=== Begin Enclosure ===
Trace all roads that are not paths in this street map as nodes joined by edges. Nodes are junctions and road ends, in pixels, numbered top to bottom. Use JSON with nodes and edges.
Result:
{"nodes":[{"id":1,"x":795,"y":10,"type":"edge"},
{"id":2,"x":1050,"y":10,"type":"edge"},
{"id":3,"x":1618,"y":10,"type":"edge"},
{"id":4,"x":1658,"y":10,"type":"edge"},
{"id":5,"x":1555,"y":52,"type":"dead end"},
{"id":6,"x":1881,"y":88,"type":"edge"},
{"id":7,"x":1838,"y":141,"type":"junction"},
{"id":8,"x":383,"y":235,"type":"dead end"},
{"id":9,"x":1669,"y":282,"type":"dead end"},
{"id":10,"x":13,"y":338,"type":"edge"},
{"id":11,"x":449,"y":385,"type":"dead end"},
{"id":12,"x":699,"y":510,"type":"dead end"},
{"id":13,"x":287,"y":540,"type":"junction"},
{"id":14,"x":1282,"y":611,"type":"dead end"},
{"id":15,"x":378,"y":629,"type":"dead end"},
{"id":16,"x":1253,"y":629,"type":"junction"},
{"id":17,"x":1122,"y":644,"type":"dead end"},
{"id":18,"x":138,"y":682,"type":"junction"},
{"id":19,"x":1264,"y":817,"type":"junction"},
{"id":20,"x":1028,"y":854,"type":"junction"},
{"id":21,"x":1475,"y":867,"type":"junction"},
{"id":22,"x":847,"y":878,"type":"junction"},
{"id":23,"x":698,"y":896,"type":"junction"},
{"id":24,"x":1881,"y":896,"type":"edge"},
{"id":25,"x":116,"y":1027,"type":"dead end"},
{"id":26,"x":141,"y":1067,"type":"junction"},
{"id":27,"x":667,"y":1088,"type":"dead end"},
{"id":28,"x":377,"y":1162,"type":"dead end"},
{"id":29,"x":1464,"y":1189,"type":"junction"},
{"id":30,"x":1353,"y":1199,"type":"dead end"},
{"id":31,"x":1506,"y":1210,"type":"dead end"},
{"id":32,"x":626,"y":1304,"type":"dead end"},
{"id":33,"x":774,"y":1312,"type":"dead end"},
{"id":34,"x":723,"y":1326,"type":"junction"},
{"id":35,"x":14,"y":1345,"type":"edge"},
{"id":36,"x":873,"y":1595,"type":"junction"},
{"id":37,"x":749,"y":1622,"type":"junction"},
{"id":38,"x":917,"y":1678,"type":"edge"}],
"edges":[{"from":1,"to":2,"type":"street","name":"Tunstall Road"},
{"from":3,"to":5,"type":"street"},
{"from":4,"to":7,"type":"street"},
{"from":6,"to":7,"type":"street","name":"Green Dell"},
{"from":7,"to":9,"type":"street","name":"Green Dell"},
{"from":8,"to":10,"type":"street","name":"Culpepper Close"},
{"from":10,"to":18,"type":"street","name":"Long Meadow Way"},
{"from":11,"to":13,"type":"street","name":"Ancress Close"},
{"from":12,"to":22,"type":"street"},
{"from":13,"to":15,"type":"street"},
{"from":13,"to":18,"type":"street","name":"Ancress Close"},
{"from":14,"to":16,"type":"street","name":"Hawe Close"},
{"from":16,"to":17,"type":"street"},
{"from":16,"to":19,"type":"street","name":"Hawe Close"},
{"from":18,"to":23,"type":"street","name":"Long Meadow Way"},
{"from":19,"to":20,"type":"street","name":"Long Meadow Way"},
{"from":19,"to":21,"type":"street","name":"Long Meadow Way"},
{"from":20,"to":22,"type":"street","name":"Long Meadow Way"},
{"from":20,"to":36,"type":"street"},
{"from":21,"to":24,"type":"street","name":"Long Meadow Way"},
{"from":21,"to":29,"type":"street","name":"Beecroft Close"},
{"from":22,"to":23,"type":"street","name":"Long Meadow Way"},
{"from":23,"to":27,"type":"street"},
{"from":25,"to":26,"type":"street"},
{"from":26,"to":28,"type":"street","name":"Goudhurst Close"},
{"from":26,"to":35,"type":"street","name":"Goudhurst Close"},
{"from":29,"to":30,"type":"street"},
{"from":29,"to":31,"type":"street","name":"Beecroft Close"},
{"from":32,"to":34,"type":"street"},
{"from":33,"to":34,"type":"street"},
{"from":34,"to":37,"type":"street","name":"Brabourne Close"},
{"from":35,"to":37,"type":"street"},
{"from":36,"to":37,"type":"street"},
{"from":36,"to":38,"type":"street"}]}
=== End Enclosure ===
- PROBLEM
Reproduce the preceding entries exactly and completely.

- TASK SOLUTION
Trace all roads that are not paths in this street map as nodes joined by edges. Nodes are junctions and road ends, in pixels, numbered top to bottom. Use JSON with nodes and edges.
Result:
{"nodes":[{"id":1,"x":795,"y":10,"type":"edge"},
{"id":2,"x":1050,"y":10,"type":"edge"},
{"id":3,"x":1618,"y":10,"type":"edge"},
{"id":4,"x":1658,"y":10,"type":"edge"},
{"id":5,"x":1555,"y":52,"type":"dead end"},
{"id":6,"x":1881,"y":88,"type":"edge"},
{"id":7,"x":1838,"y":141,"type":"junction"},
{"id":8,"x":383,"y":235,"type":"dead end"},
{"id":9,"x":1669,"y":282,"type":"dead end"},
{"id":10,"x":13,"y":338,"type":"edge"},
{"id":11,"x":449,"y":385,"type":"dead end"},
{"id":12,"x":699,"y":510,"type":"dead end"},
{"id":13,"x":287,"y":540,"type":"junction"},
{"id":14,"x":1282,"y":611,"type":"dead end"},
{"id":15,"x":378,"y":629,"type":"dead end"},
{"id":16,"x":1253,"y":629,"type":"junction"},
{"id":17,"x":1122,"y":644,"type":"dead end"},
{"id":18,"x":138,"y":682,"type":"junction"},
{"id":19,"x":1264,"y":817,"type":"junction"},
{"id":20,"x":1028,"y":854,"type":"junction"},
{"id":21,"x":1475,"y":867,"type":"junction"},
{"id":22,"x":847,"y":878,"type":"junction"},
{"id":23,"x":698,"y":896,"type":"junction"},
{"id":24,"x":1881,"y":896,"type":"edge"},
{"id":25,"x":116,"y":1027,"type":"dead end"},
{"id":26,"x":141,"y":1067,"type":"junction"},
{"id":27,"x":667,"y":1088,"type":"dead end"},
{"id":28,"x":377,"y":1162,"type":"dead end"},
{"id":29,"x":1464,"y":1189,"type":"junction"},
{"id":30,"x":1353,"y":1199,"type":"dead end"},
{"id":31,"x":1506,"y":1210,"type":"dead end"},
{"id":32,"x":626,"y":1304,"type":"dead end"},
{"id":33,"x":774,"y":1312,"type":"dead end"},
{"id":34,"x":723,"y":1326,"type":"junction"},
{"id":35,"x":14,"y":1345,"type":"edge"},
{"id":36,"x":873,"y":1595,"type":"junction"},
{"id":37,"x":749,"y":1622,"type":"junction"},
{"id":38,"x":917,"y":1678,"type":"edge"}],
"edges":[{"from":1,"to":2,"type":"street","name":"Tunstall Road"},
{"from":3,"to":5,"type":"street"},
{"from":4,"to":7,"type":"street"},
{"from":6,"to":7,"type":"street","name":"Green Dell"},
{"from":7,"to":9,"type":"street","name":"Green Dell"},
{"from":8,"to":10,"type":"street","name":"Culpepper Close"},
{"from":10,"to":18,"type":"street","name":"Long Meadow Way"},
{"from":11,"to":13,"type":"street","name":"Ancress Close"},
{"from":12,"to":22,"type":"street"},
{"from":13,"to":15,"type":"street"},
{"from":13,"to":18,"type":"street","name":"Ancress Close"},
{"from":14,"to":16,"type":"street","name":"Hawe Close"},
{"from":16,"to":17,"type":"street"},
{"from":16,"to":19,"type":"street","name":"Hawe Close"},
{"from":18,"to":23,"type":"street","name":"Long Meadow Way"},
{"from":19,"to":20,"type":"street","name":"Long Meadow Way"},
{"from":19,"to":21,"type":"street","name":"Long Meadow Way"},
{"from":20,"to":22,"type":"street","name":"Long Meadow Way"},
{"from":20,"to":36,"type":"street"},
{"from":21,"to":24,"type":"street","name":"Long Meadow Way"},
{"from":21,"to":29,"type":"street","name":"Beecroft Close"},
{"from":22,"to":23,"type":"street","name":"Long Meadow Way"},
{"from":23,"to":27,"type":"street"},
{"from":25,"to":26,"type":"street"},
{"from":26,"to":28,"type":"street","name":"Goudhurst Close"},
{"from":26,"to":35,"type":"street","name":"Goudhurst Close"},
{"from":29,"to":30,"type":"street"},
{"from":29,"to":31,"type":"street","name":"Beecroft Close"},
{"from":32,"to":34,"type":"street"},
{"from":33,"to":34,"type":"street"},
{"from":34,"to":37,"type":"street","name":"Brabourne Close"},
{"from":35,"to":37,"type":"street"},
{"from":36,"to":37,"type":"street"},
{"from":36,"to":38,"type":"street"}]}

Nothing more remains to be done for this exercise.